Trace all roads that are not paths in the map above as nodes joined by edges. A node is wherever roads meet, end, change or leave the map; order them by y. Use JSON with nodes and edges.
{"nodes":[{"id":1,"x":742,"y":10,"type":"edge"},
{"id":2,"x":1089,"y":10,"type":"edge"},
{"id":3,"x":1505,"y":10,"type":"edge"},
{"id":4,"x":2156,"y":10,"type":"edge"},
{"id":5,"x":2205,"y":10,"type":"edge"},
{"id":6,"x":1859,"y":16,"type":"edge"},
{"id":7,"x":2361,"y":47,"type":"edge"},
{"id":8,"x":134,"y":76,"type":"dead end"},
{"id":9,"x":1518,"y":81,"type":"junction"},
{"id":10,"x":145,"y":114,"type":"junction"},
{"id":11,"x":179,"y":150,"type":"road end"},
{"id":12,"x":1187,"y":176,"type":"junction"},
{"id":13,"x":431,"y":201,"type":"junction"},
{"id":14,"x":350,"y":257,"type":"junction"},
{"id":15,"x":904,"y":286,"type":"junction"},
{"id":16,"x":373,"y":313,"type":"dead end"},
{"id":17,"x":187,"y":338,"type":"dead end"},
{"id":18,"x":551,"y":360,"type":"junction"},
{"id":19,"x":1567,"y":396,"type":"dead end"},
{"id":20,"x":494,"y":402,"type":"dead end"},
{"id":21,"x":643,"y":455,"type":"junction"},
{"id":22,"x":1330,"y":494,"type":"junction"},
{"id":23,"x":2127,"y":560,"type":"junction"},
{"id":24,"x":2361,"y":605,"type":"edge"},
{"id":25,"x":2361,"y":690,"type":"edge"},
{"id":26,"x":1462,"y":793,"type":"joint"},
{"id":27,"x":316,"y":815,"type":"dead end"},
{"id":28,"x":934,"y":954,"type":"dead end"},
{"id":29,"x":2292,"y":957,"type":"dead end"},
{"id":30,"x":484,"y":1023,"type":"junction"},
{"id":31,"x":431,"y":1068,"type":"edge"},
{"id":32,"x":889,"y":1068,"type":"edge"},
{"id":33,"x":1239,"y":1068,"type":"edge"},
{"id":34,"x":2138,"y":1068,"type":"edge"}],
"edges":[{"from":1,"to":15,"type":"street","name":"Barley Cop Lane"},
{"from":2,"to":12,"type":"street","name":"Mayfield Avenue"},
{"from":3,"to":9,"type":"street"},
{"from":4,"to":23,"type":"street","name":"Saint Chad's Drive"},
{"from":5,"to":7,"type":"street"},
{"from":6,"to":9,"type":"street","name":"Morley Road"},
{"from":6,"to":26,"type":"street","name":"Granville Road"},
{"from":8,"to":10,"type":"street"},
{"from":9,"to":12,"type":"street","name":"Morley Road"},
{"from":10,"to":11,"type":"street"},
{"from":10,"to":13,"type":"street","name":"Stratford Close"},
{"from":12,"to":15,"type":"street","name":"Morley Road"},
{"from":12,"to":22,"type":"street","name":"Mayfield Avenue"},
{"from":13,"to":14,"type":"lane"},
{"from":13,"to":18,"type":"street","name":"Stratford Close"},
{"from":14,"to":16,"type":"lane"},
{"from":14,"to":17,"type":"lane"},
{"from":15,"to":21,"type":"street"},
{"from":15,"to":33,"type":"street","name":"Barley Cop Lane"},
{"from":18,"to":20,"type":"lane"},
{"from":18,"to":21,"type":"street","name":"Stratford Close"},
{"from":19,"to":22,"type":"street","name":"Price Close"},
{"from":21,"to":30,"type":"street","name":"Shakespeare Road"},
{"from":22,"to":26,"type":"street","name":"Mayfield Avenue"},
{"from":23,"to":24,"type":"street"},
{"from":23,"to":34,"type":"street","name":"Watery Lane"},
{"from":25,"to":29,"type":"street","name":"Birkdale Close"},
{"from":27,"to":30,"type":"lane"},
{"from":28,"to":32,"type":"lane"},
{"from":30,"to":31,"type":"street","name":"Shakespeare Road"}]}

* **Task description**: Would you filter the records and copy out each line containing "Avenue"?

* **Answer to the problem**:
{"from":2,"to":12,"type":"street","name":"Mayfield Avenue"},
{"from":12,"to":22,"type":"street","name":"Mayfield Avenue"},
{"from":22,"to":26,"type":"street","name":"Mayfield Avenue"},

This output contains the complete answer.